- [Aim of the task]
The output has to be the full set of records, reproduced exactly, minus any picture.

[Collected data]
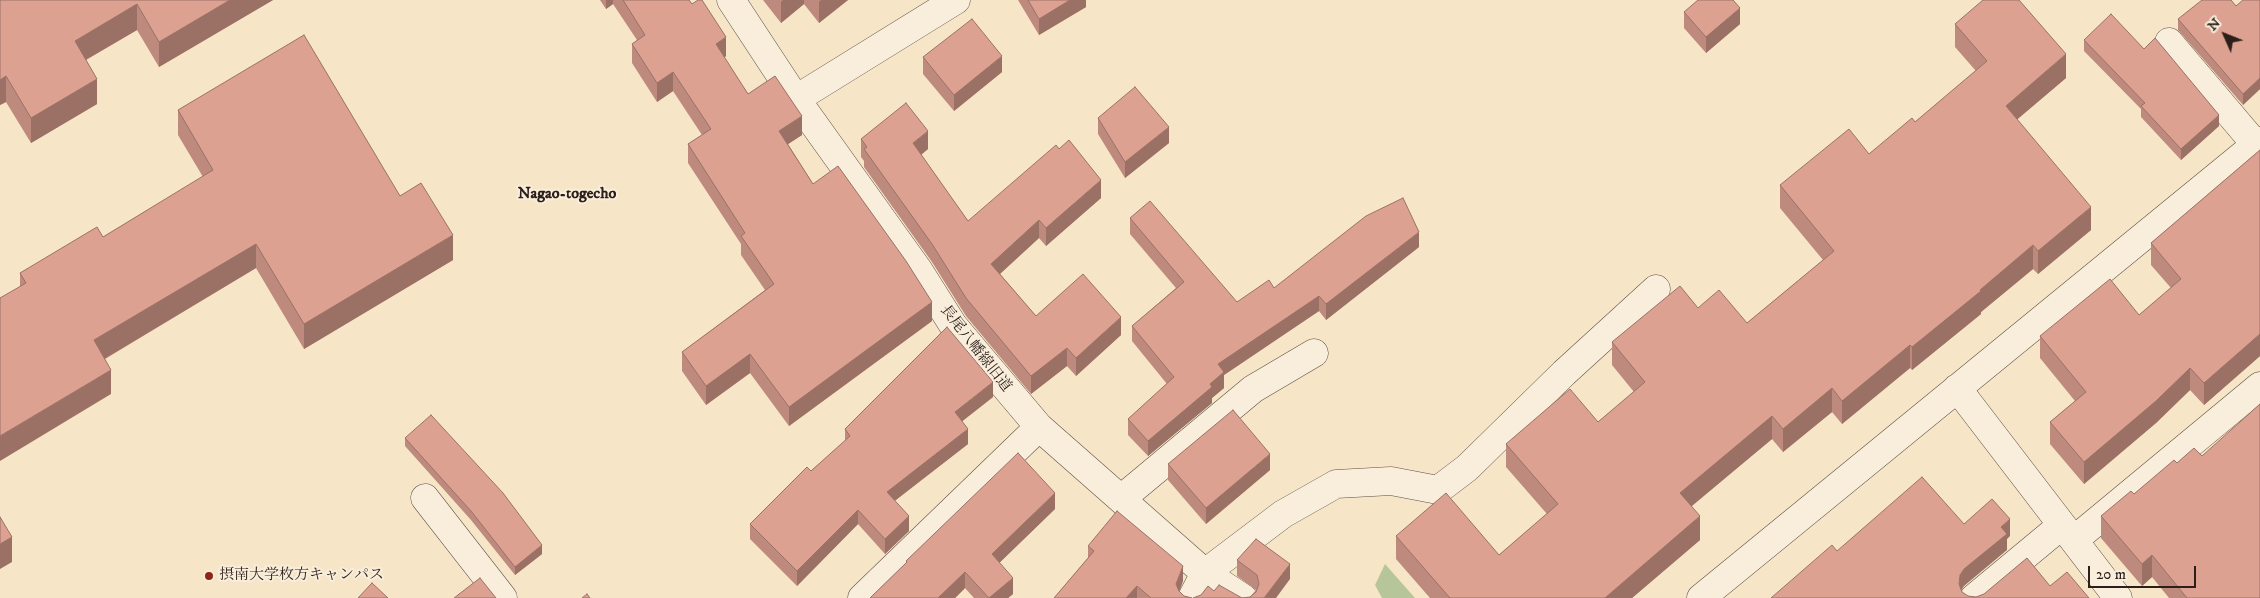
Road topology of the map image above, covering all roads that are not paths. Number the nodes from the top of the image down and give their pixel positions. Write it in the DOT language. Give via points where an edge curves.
graph roads {
  1 [pos="731,0"];
  2 [pos="956,0"];
  3 [pos="2169,42"];
  4 [pos="796,99"];
  5 [pos="2258,143"];
  6 [pos="1656,289"];
  7 [pos="1314,353"];
  8 [pos="2260,386"];
  9 [pos="1957,388"];
  10 [pos="1038,427"];
  11 [pos="425,498"];
  12 [pos="1121,499"];
  13 [pos="2068,533"];
  14 [pos="1205,573"];
  15 [pos="503,598"];
  16 [pos="862,598"];
  17 [pos="1192,598"];
  18 [pos="1243,598"];
  19 [pos="1702,598"];
  20 [pos="1974,598"];
  21 [pos="2118,598"];
  1 -- 4 [label="street, 長尾八幡線旧道"];
  2 -- 4 [label="street"];
  3 -- 5 [label="street"];
  4 -- 10 [label="street, 長尾八幡線旧道" via="919,271 953,325"];
  5 -- 9 [label="street"];
  6 -- 14 [label="street" via="1467,468 1438,490 1391,481 1336,484 1283,514"];
  7 -- 12 [label="street" via="1253,389"];
  8 -- 13 [label="street"];
  9 -- 13 [label="street"];
  9 -- 19 [label="street"];
  10 -- 12 [label="street, 長尾八幡線旧道"];
  10 -- 16 [label="street"];
  11 -- 15 [label="street"];
  12 -- 14 [label="street, 長尾八幡線旧道"];
  13 -- 20 [label="street"];
  13 -- 21 [label="street"];
  14 -- 17 [label="street"];
  14 -- 18 [label="street, 長尾八幡線旧道"];
}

- [Exercise result]
Road topology of the map image above, covering all roads that are not paths. Number the nodes from the top of the image down and give their pixel positions. Write it in the DOT language. Give via points where an edge curves.
graph roads {
  1 [pos="731,0"];
  2 [pos="956,0"];
  3 [pos="2169,42"];
  4 [pos="796,99"];
  5 [pos="2258,143"];
  6 [pos="1656,289"];
  7 [pos="1314,353"];
  8 [pos="2260,386"];
  9 [pos="1957,388"];
  10 [pos="1038,427"];
  11 [pos="425,498"];
  12 [pos="1121,499"];
  13 [pos="2068,533"];
  14 [pos="1205,573"];
  15 [pos="503,598"];
  16 [pos="862,598"];
  17 [pos="1192,598"];
  18 [pos="1243,598"];
  19 [pos="1702,598"];
  20 [pos="1974,598"];
  21 [pos="2118,598"];
  1 -- 4 [label="street, 長尾八幡線旧道"];
  2 -- 4 [label="street"];
  3 -- 5 [label="street"];
  4 -- 10 [label="street, 長尾八幡線旧道" via="919,271 953,325"];
  5 -- 9 [label="street"];
  6 -- 14 [label="street" via="1467,468 1438,490 1391,481 1336,484 1283,514"];
  7 -- 12 [label="street" via="1253,389"];
  8 -- 13 [label="street"];
  9 -- 13 [label="street"];
  9 -- 19 [label="street"];
  10 -- 12 [label="street, 長尾八幡線旧道"];
  10 -- 16 [label="street"];
  11 -- 15 [label="street"];
  12 -- 14 [label="street, 長尾八幡線旧道"];
  13 -- 20 [label="street"];
  13 -- 21 [label="street"];
  14 -- 17 [label="street"];
  14 -- 18 [label="street, 長尾八幡線旧道"];
}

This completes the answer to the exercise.